When you transcribe the data below, reproduce every line exactly and leave each picture out.
(Data to examine begins)
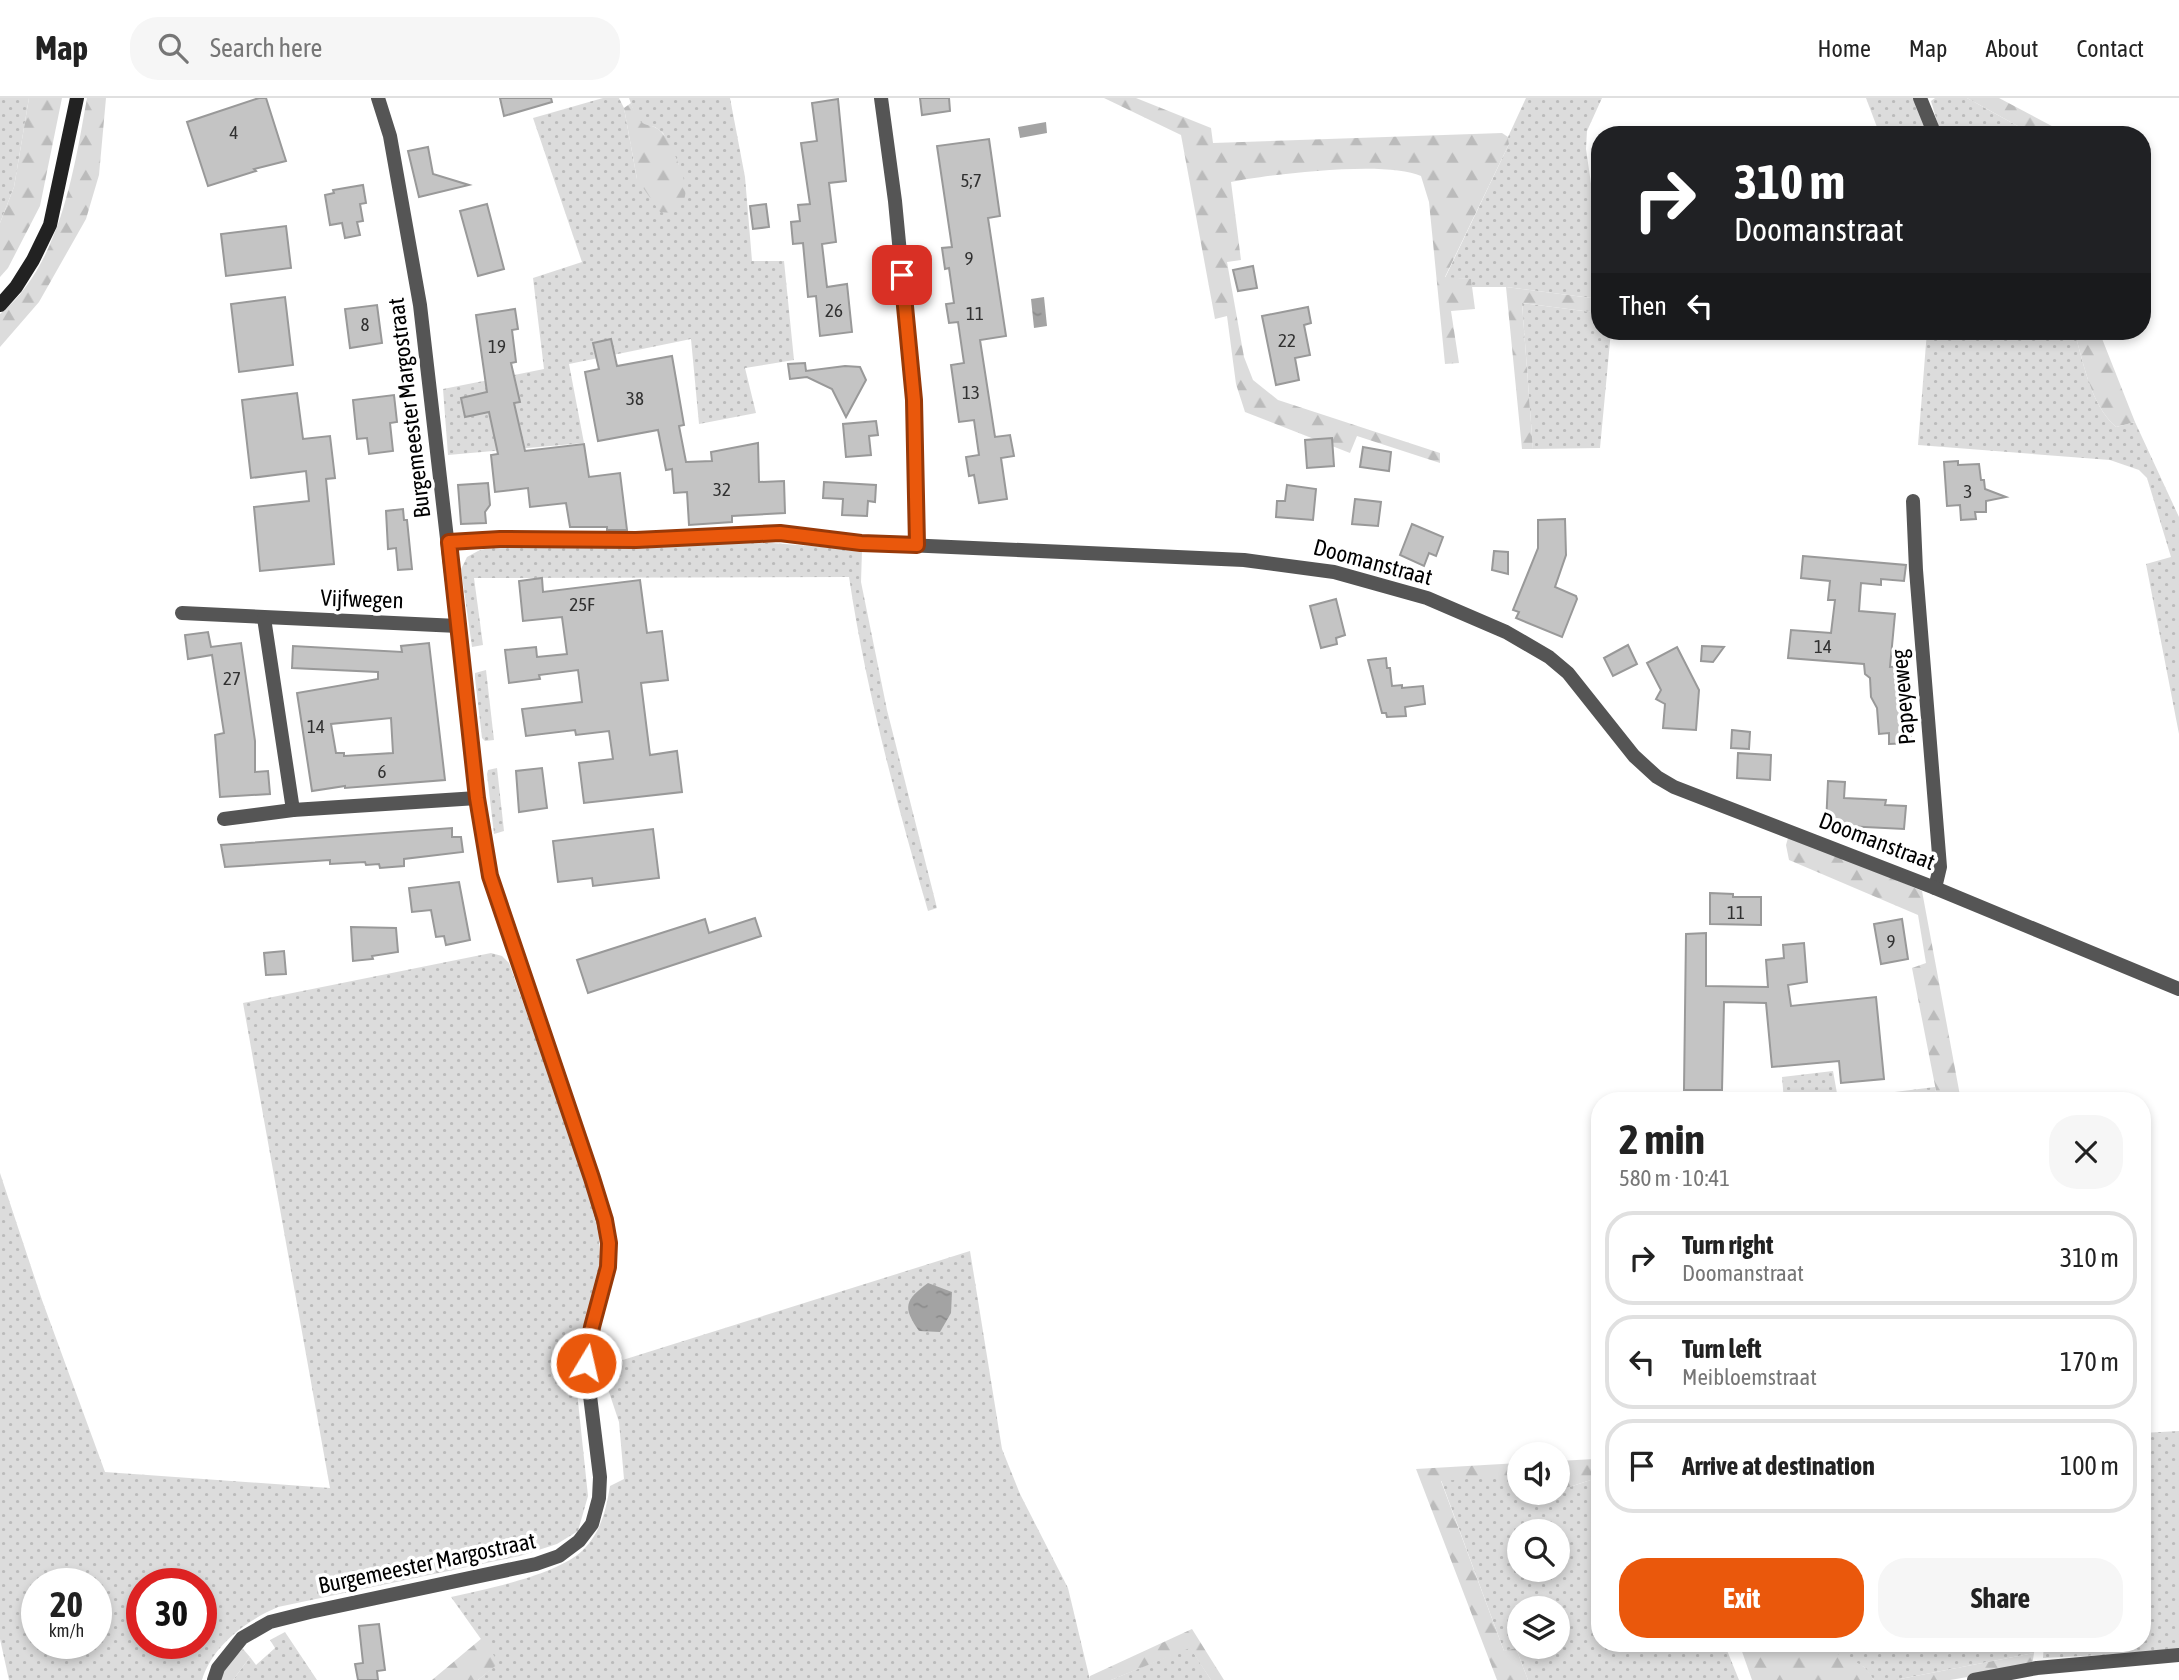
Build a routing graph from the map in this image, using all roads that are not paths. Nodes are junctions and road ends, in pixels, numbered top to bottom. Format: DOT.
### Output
graph roads {
  1 [pos="77,98"];
  2 [pos="379,98"];
  3 [pos="881,98"];
  4 [pos="1920,98"];
  5 [pos="1931,126"];
  6 [pos="0,305"];
  7 [pos="1913,501"];
  8 [pos="449,542"];
  9 [pos="917,545"];
  10 [pos="182,613"];
  11 [pos="264,618"];
  12 [pos="458,626"];
  13 [pos="477,798"];
  14 [pos="293,810"];
  15 [pos="224,819"];
  16 [pos="1935,888"];
  17 [pos="2179,989"];
  18 [pos="2179,1655"];
  19 [pos="214,1680"];
  20 [pos="1974,1680"];
  1 -- 6 [label="street"];
  2 -- 8 [label="street, Burgemeester Margostraat"];
  3 -- 9 [label="street"];
  4 -- 5 [label="street"];
  7 -- 16 [label="street, Papeyeweg"];
  8 -- 9 [label="street, Doomanstraat"];
  8 -- 12 [label="street, Burgemeester Margostraat"];
  9 -- 16 [label="street, Doomanstraat"];
  10 -- 11 [label="street, Vijfwegen"];
  11 -- 12 [label="street, Vijfwegen"];
  11 -- 14 [label="street"];
  12 -- 13 [label="street, Burgemeester Margostraat"];
  13 -- 14 [label="street"];
  13 -- 19 [label="street, Burgemeester Margostraat"];
  14 -- 15 [label="street"];
  16 -- 17 [label="street, Doomanstraat"];
  18 -- 20 [label="street"];
}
(Data to examine ends)
Exercise solution:
Build a routing graph from the map in this image, using all roads that are not paths. Nodes are junctions and road ends, in pixels, numbered top to bottom. Format: DOT.
### Output
graph roads {
  1 [pos="77,98"];
  2 [pos="379,98"];
  3 [pos="881,98"];
  4 [pos="1920,98"];
  5 [pos="1931,126"];
  6 [pos="0,305"];
  7 [pos="1913,501"];
  8 [pos="449,542"];
  9 [pos="917,545"];
  10 [pos="182,613"];
  11 [pos="264,618"];
  12 [pos="458,626"];
  13 [pos="477,798"];
  14 [pos="293,810"];
  15 [pos="224,819"];
  16 [pos="1935,888"];
  17 [pos="2179,989"];
  18 [pos="2179,1655"];
  19 [pos="214,1680"];
  20 [pos="1974,1680"];
  1 -- 6 [label="street"];
  2 -- 8 [label="street, Burgemeester Margostraat"];
  3 -- 9 [label="street"];
  4 -- 5 [label="street"];
  7 -- 16 [label="street, Papeyeweg"];
  8 -- 9 [label="street, Doomanstraat"];
  8 -- 12 [label="street, Burgemeester Margostraat"];
  9 -- 16 [label="street, Doomanstraat"];
  10 -- 11 [label="street, Vijfwegen"];
  11 -- 12 [label="street, Vijfwegen"];
  11 -- 14 [label="street"];
  12 -- 13 [label="street, Burgemeester Margostraat"];
  13 -- 14 [label="street"];
  13 -- 19 [label="street, Burgemeester Margostraat"];
  14 -- 15 [label="street"];
  16 -- 17 [label="street, Doomanstraat"];
  18 -- 20 [label="street"];
}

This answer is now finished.